Transcriptional profiling with microarrays is a powerful technique for identifying genes involved in the response of an organism to its environment. We anticipate that M. persicae microarrays can be used to answer a variety of fundamental questions about aphid biology and plant-aphid interactions. Genes critical to the status of this insect as an agricultural pest can be identified by studying expression changes induced by different crop plants and in response to virus infection. Research on aphid genes specifically expressed in salivary glands may identify proteins that prevent clogging of sieve elements or otherwise contribute to the phloem-specific feeding style of aphids. Conversely, these salivary proteins likely also provide phloem-specific cues that allow plants to recognize aphid feeding and mount a defense response. Microarray experiments will allow association of gene expression changes with polyphenism, the development for morphologically different individuals (e.g. winged and unwinged) that are otherwise genetically identical. Analysis of gene expression in aphids feeding on artificial diets or plants with altered amino acid content can identify genes that are critical for the interaction with endosymbiotic B. aphidicola bacteria, which synthesize essential amino acids and allow aphids to survive on the otherwise nutritionally imbalanced phloem sap.
The broad host range and differences in host plant preferences among individual lineages of M. persicae are some of the more interesting aspects of the biology of this insect. Gene expression differences that underlie within-species variation can be identified by microarray analysis. By sequencing cDNA libraries made from aphids that were raised on both Solanaceae and Cruciferae, we have increased the probability that future microarray experiments performed by ourselves and others will include aphid genes that are expressed only under these particular growth conditions. Evidence for such regulated gene expression comes from our non-normalized libraries, which included two genes that were overrepresented among ESTs from N. benthamiana in comparison to A. thaliana (Table 5). DNA microarray experiments will almost certainly identify additional genes with host plant specific expression patterns. Further research on the function of such differentially expressed genes will illuminate adaptations that have allowed some M. persicae lineages to expand their host range to include tobacco. Other M. persicae lineages, which show differences in their ability to reproduce on A. thaliana (J. Kim and G. Jander, unpublished results), can be studied to identify aphid adaptations for feeding on Cruciferae. In addition, microarray experiments with M. persicae feeding on A. thaliana will provide the unique opportunity to simultaneously study gene expression changes on both sides of a plant-insect interaction.

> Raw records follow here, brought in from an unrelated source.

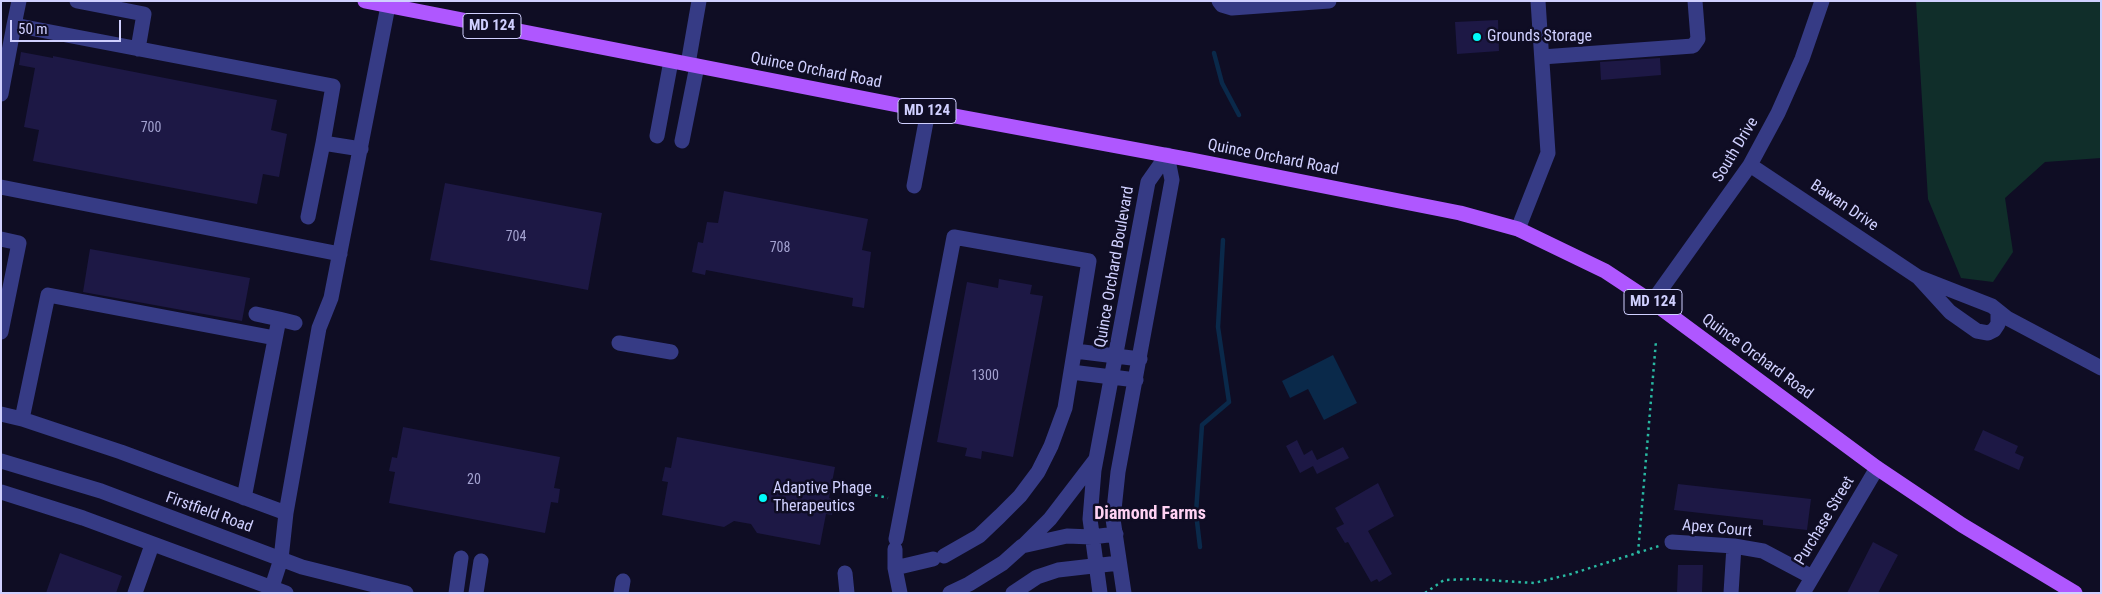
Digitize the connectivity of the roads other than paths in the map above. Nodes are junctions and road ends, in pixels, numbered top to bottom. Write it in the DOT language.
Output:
graph roads {
  1 [pos="19,1"];
  2 [pos="77,1"];
  3 [pos="365,1"];
  4 [pos="699,1"];
  5 [pos="1219,1"];
  6 [pos="1329,1"];
  7 [pos="1538,1"];
  8 [pos="1695,1"];
  9 [pos="1822,1"];
  10 [pos="388,6"];
  11 [pos="14,25"];
  12 [pos="138,49"];
  13 [pos="1542,57"];
  14 [pos="671,61"];
  15 [pos="692,65"];
  16 [pos="1,94"];
  17 [pos="928,112"];
  18 [pos="657,136"];
  19 [pos="682,141"];
  20 [pos="323,143"];
  21 [pos="361,149"];
  22 [pos="1167,155"];
  23 [pos="1750,165"];
  24 [pos="1,186"];
  25 [pos="914,186"];
  26 [pos="308,216"];
  27 [pos="1518,229"];
  28 [pos="1,239"];
  29 [pos="340,254"];
  30 [pos="1918,277"];
  31 [pos="1652,302"];
  32 [pos="1998,311"];
  33 [pos="256,314"];
  34 [pos="279,319"];
  35 [pos="295,322"];
  36 [pos="1,332"];
  37 [pos="275,338"];
  38 [pos="619,342"];
  39 [pos="1075,351"];
  40 [pos="671,352"];
  41 [pos="1116,356"];
  42 [pos="1140,359"];
  43 [pos="2101,368"];
  44 [pos="1072,372"];
  45 [pos="1112,378"];
  46 [pos="1136,380"];
  47 [pos="1,414"];
  48 [pos="22,419"];
  49 [pos="1097,458"];
  50 [pos="1,461"];
  51 [pos="1877,468"];
  52 [pos="1,492"];
  53 [pos="244,498"];
  54 [pos="286,513"];
  55 [pos="1116,534"];
  56 [pos="1092,537"];
  57 [pos="1672,542"];
  58 [pos="152,545"];
  59 [pos="1022,546"];
  60 [pos="1734,546"];
  61 [pos="281,558"];
  62 [pos="461,558"];
  63 [pos="481,561"];
  64 [pos="1119,563"];
  65 [pos="1096,565"];
  66 [pos="895,568"];
  67 [pos="845,573"];
  68 [pos="1812,577"];
  69 [pos="271,590"];
  70 [pos="135,593"];
  71 [pos="286,593"];
  72 [pos="406,593"];
  73 [pos="456,593"];
  74 [pos="476,593"];
  75 [pos="847,593"];
  76 [pos="900,593"];
  77 [pos="950,593"];
  78 [pos="1013,593"];
  79 [pos="1100,593"];
  80 [pos="1124,593"];
  81 [pos="1731,593"];
  82 [pos="1803,593"];
  83 [pos="2075,593"];
  1 -- 11 [label="street"];
  2 -- 12 [label="street"];
  3 -- 10 [label="main road, Quince Orchard Road / MD 124"];
  4 -- 15 [label="street"];
  5 -- 6 [label="street"];
  7 -- 13 [label="street"];
  8 -- 13 [label="street"];
  9 -- 23 [label="street, South Drive"];
  10 -- 14 [label="main road, Quince Orchard Road / MD 124"];
  10 -- 21 [label="street"];
  11 -- 12 [label="street"];
  11 -- 16 [label="street"];
  12 -- 20 [label="street"];
  13 -- 27 [label="street"];
  14 -- 15 [label="main road, Quince Orchard Road / MD 124"];
  14 -- 18 [label="street"];
  15 -- 17 [label="main road, Quince Orchard Road / MD 124"];
  15 -- 19 [label="street"];
  17 -- 22 [label="main road, Quince Orchard Road / MD 124"];
  17 -- 25 [label="street"];
  20 -- 21 [label="street"];
  20 -- 26 [label="street"];
  21 -- 29 [label="street"];
  22 -- 27 [label="main road, Quince Orchard Road / MD 124"];
  22 -- 41 [label="street, Quince Orchard Boulevard"];
  22 -- 42 [label="street"];
  23 -- 30 [label="street, Bawan Drive"];
  23 -- 31 [label="street, South Drive"];
  24 -- 29 [label="street"];
  27 -- 31 [label="main road, Quince Orchard Road / MD 124"];
  28 -- 36 [label="street"];
  29 -- 54 [label="street"];
  30 -- 32 [label="street"];
  30 -- 32 [label="street"];
  31 -- 51 [label="main road, Quince Orchard Road / MD 124"];
  32 -- 43 [label="street"];
  33 -- 34 [label="street"];
  34 -- 35 [label="street"];
  34 -- 37 [label="street"];
  37 -- 48 [label="street"];
  37 -- 53 [label="street"];
  38 -- 40 [label="street"];
  39 -- 41 [label="street"];
  39 -- 44 [label="street"];
  39 -- 66 [label="street"];
  41 -- 42 [label="street"];
  41 -- 45 [label="street, Quince Orchard Boulevard"];
  42 -- 46 [label="street"];
  44 -- 45 [label="street"];
  44 -- 66 [label="street"];
  45 -- 46 [label="street"];
  45 -- 49 [label="street, Quince Orchard Boulevard"];
  46 -- 55 [label="street"];
  47 -- 48 [label="street"];
  48 -- 53 [label="street"];
  49 -- 56 [label="street, Quince Orchard Boulevard"];
  49 -- 59 [label="street"];
  50 -- 61 [label="street, Firstfield Road"];
  51 -- 68 [label="street, Purchase Street"];
  51 -- 83 [label="main road, Quince Orchard Road / MD 124"];
  52 -- 58 [label="street"];
  53 -- 54 [label="street"];
  54 -- 61 [label="street"];
  55 -- 56 [label="street"];
  55 -- 64 [label="street"];
  56 -- 59 [label="street"];
  56 -- 65 [label="street, Quince Orchard Boulevard"];
  57 -- 60 [label="street, Apex Court"];
  58 -- 69 [label="street"];
  58 -- 70 [label="street"];
  59 -- 77 [label="street"];
  60 -- 68 [label="street, Apex Court"];
  60 -- 81 [label="street"];
  61 -- 69 [label="street"];
  61 -- 72 [label="street, Firstfield Road"];
  62 -- 73 [label="street"];
  63 -- 74 [label="street"];
  64 -- 65 [label="street"];
  64 -- 80 [label="street"];
  65 -- 78 [label="street"];
  65 -- 79 [label="street, Quince Orchard Boulevard"];
  66 -- 76 [label="street"];
  67 -- 75 [label="street"];
  68 -- 82 [label="street, Purchase Street"];
  69 -- 71 [label="street"];
}
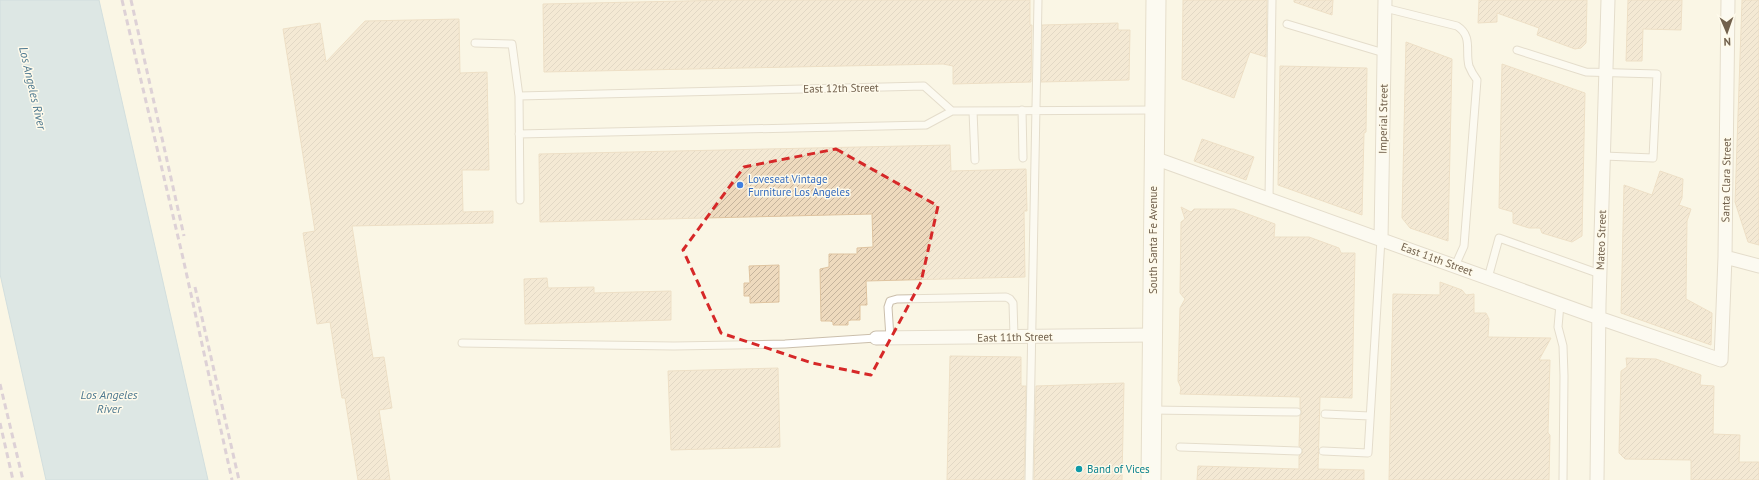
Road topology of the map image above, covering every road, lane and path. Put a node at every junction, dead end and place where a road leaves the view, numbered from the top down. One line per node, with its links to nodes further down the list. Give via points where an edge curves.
1 (1038, 0): 14 (lane)
2 (1156, 0): 15 (main road, South Santa Fe Avenue)
3 (1272, 0): 23 (lane)
4 (1608, 0): 11 (street, Mateo Street)
5 (1728, 0): 26 (street, Santa Clara Street)
6 (1385, 4): 10 (street, Imperial Street); 27 (lane, via 1457,26 1467,36 1470,69 1477,80 1464,246)
7 (1287, 24): 10 (lane)
8 (475, 43): 12 (lane, via 512,44)
9 (1517, 50): 11 (lane, via 1586,72)
10 (1384, 53): 25 (street, Imperial Street)
11 (1606, 74): 19 (street, Mateo Street); 19 (lane, via 1657,74 1653,158)
12 (519, 96): 16 (lane, East 12th Street, via 924,86); 18 (lane)
13 (1022, 110): 14 (lane); 17 (lane); 20 (lane)
14 (1034, 110): 15 (lane); 35 (lane)
15 (1154, 110): 21 (main road, South Santa Fe Avenue)
16 (952, 111): 17 (lane); 18 (lane, via 926,125)
17 (973, 111): 22 (lane)
18 (519, 134): 24 (lane)
19 (1604, 156): 29 (street, Mateo Street)
20 (1023, 158)
21 (1154, 158): 23 (street, East 11th Street); 33 (main road, South Santa Fe Avenue)
22 (975, 160)
23 (1268, 198): 25 (street, East 11th Street)
24 (520, 200)
25 (1381, 239): 27 (street, East 11th Street); 43 (lane)
26 (1725, 257): 28 (street); 39 (street, Santa Clara Street)
27 (1455, 266): 30 (street, East 11th Street)
28 (1759, 266)
29 (1600, 274): 30 (lane, via 1499,238); 32 (street, Mateo Street)
30 (1488, 278): 31 (street, East 11th Street)
31 (1560, 304): 32 (street, East 11th Street); 49 (lane, via 1558,327 1563,346 1564,376)
32 (1599, 318): 39 (street, East 11th Street); 50 (street, Mateo Street)
33 (1152, 335): 35 (street, East 11th Street); 40 (main road, South Santa Fe Avenue)
34 (1014, 336): 35 (street, East 11th Street); 37 (street, East 11th Street); 37 (lane, via 1013,303 1006,297 890,301)
35 (1033, 336): 47 (lane)
36 (876, 338): 37 (street, East 11th Street); 38 (lane, via 785,344 674,346)
37 (890, 338)
38 (462, 343)
39 (1720, 360)
40 (1152, 410): 41 (lane); 48 (main road, South Santa Fe Avenue)
41 (1297, 412)
42 (1325, 414): 43 (lane)
43 (1370, 416): 46 (lane, via 1368,453)
44 (1180, 447): 45 (lane)
45 (1298, 450)
46 (1323, 451)
47 (1029, 480)
48 (1151, 480)
49 (1563, 480)
50 (1597, 480)

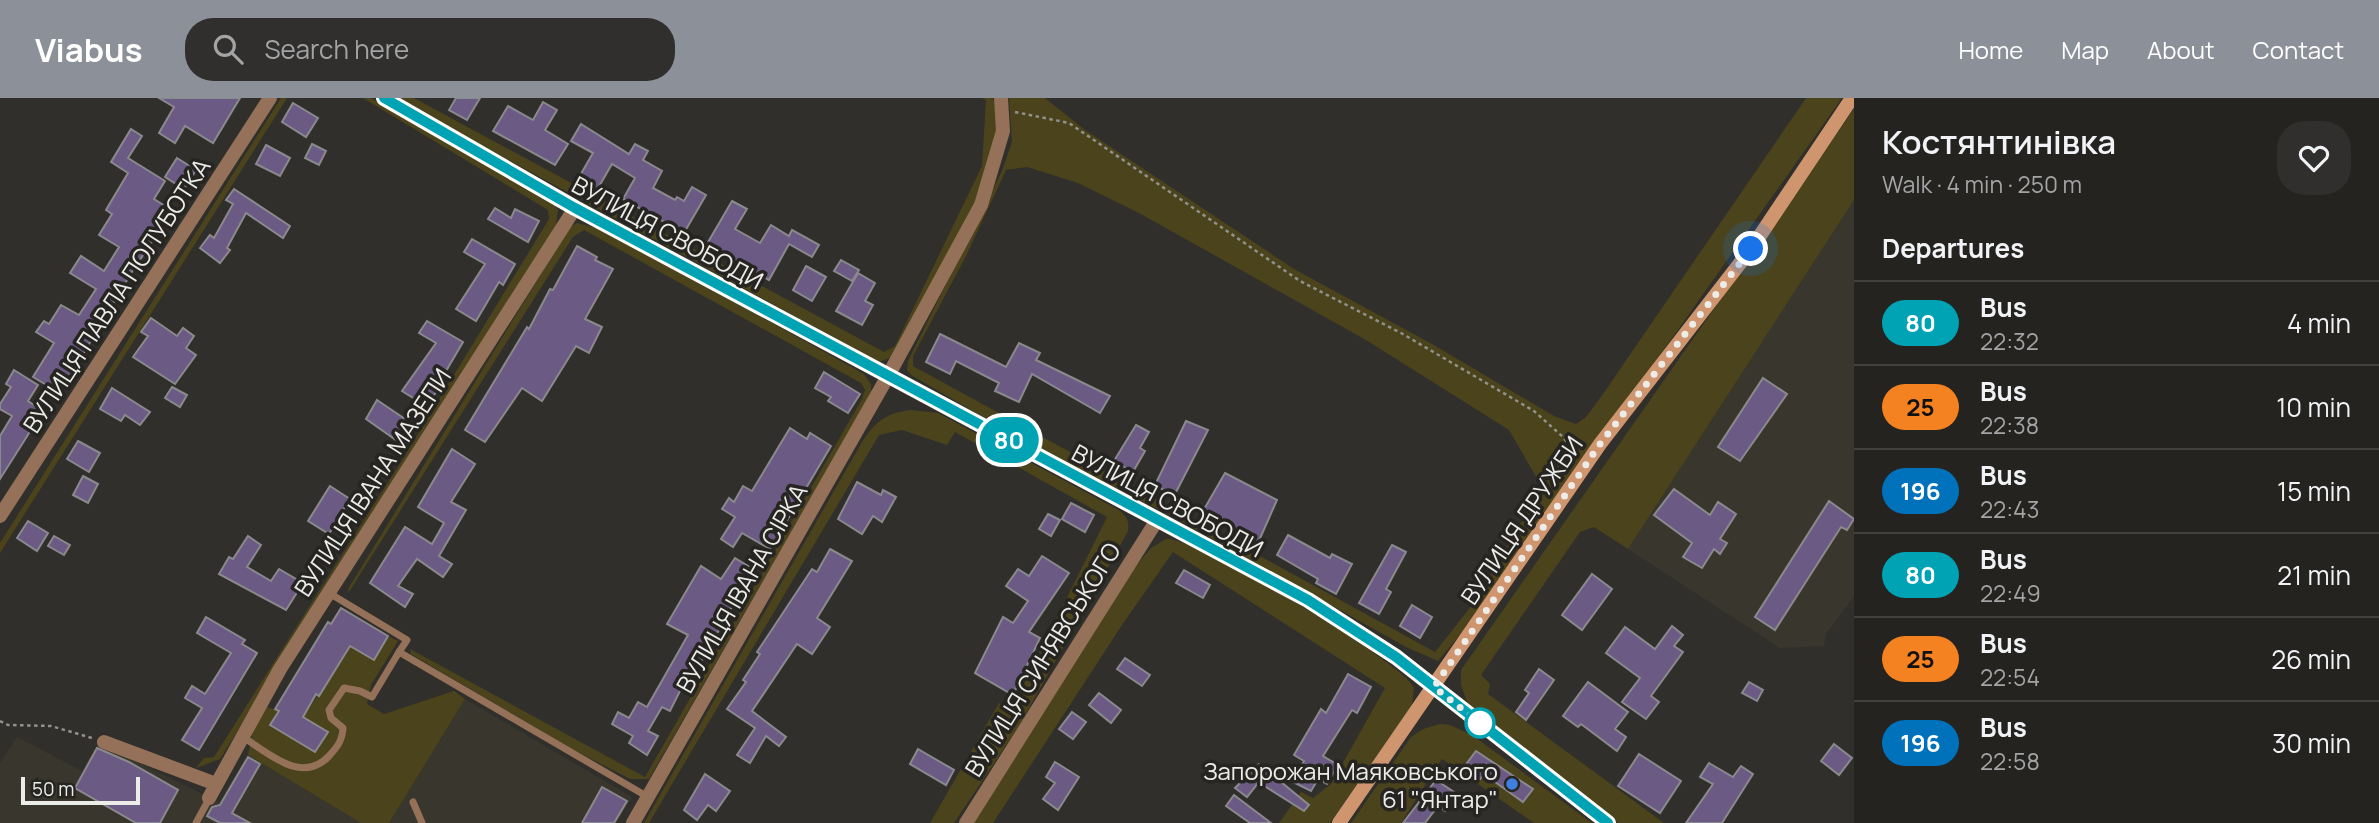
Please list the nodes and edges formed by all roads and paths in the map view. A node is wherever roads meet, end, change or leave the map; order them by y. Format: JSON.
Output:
{"nodes":[{"id":1,"x":270,"y":98,"type":"edge"},
{"id":2,"x":384,"y":98,"type":"edge"},
{"id":3,"x":1852,"y":98,"type":"edge"},
{"id":4,"x":1002,"y":102,"type":"edge"},
{"id":5,"x":575,"y":208,"type":"junction"},
{"id":6,"x":888,"y":376,"type":"junction"},
{"id":7,"x":1583,"y":468,"type":"junction"},
{"id":8,"x":0,"y":516,"type":"edge"},
{"id":9,"x":1157,"y":520,"type":"junction"},
{"id":10,"x":328,"y":593,"type":"junction"},
{"id":11,"x":399,"y":652,"type":"junction"},
{"id":12,"x":1434,"y":687,"type":"junction"},
{"id":13,"x":0,"y":721,"type":"edge"},
{"id":14,"x":243,"y":737,"type":"junction"},
{"id":15,"x":104,"y":742,"type":"joint"},
{"id":16,"x":213,"y":791,"type":"junction"},
{"id":17,"x":648,"y":797,"type":"junction"},
{"id":18,"x":413,"y":802,"type":"dead end"},
{"id":19,"x":195,"y":823,"type":"edge"},
{"id":20,"x":422,"y":823,"type":"edge"},
{"id":21,"x":633,"y":823,"type":"edge"},
{"id":22,"x":966,"y":823,"type":"edge"},
{"id":23,"x":1339,"y":823,"type":"edge"},
{"id":24,"x":1608,"y":823,"type":"edge"}],
"edges":[{"from":1,"to":8,"type":"street","name":"ВУЛИЦЯ ПАВЛА ПОЛУБОТКА"},
{"from":2,"to":5,"type":"street","name":"ВУЛИЦЯ СВОБОДИ"},
{"from":3,"to":7,"type":"street","name":"ВУЛИЦЯ ДРУЖБИ"},
{"from":4,"to":6,"type":"street","name":"ВУЛИЦЯ ІВАНА СІРКА"},
{"from":4,"to":7,"type":"path"},
{"from":5,"to":6,"type":"street","name":"ВУЛИЦЯ СВОБОДИ"},
{"from":5,"to":10,"type":"street","name":"ВУЛИЦЯ ІВАНА МАЗЕПИ"},
{"from":6,"to":9,"type":"street","name":"ВУЛИЦЯ СВОБОДИ"},
{"from":6,"to":17,"type":"street","name":"ВУЛИЦЯ ІВАНА СІРКА"},
{"from":7,"to":12,"type":"street","name":"ВУЛИЦЯ ДРУЖБИ"},
{"from":9,"to":12,"type":"street","name":"ВУЛИЦЯ СВОБОДИ"},
{"from":9,"to":22,"type":"street","name":"ВУЛИЦЯ СИНЯВСЬКОГО"},
{"from":10,"to":11,"type":"lane"},
{"from":10,"to":14,"type":"street","name":"ВУЛИЦЯ ІВАНА МАЗЕПИ"},
{"from":11,"to":14,"type":"lane"},
{"from":11,"to":17,"type":"lane"},
{"from":12,"to":23,"type":"street","name":"ВУЛИЦЯ ДРУЖБИ"},
{"from":12,"to":24,"type":"street","name":"ВУЛИЦЯ СВОБОДИ"},
{"from":13,"to":15,"type":"path"},
{"from":14,"to":16,"type":"street","name":"ВУЛИЦЯ ІВАНА МАЗЕПИ"},
{"from":15,"to":16,"type":"street"},
{"from":16,"to":19,"type":"lane"},
{"from":17,"to":21,"type":"street","name":"ВУЛИЦЯ ІВАНА СІРКА"},
{"from":18,"to":20,"type":"lane"}]}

Given the broad range of questions that can be addressed by microarray analysis of M. persicae gene expression, the Agilent microarray that we have developed will be of broad interest to aphid researchers. Although the technology necessary for hybridizing and scanning synthesized Agilent arrays is somewhat different from that used for experiments with spotted oligonucleotide arrays, it is available at many universities. The microarrays described here will be made available at cost to other researchers and can be obtained by contacting the corresponding author (G.J.).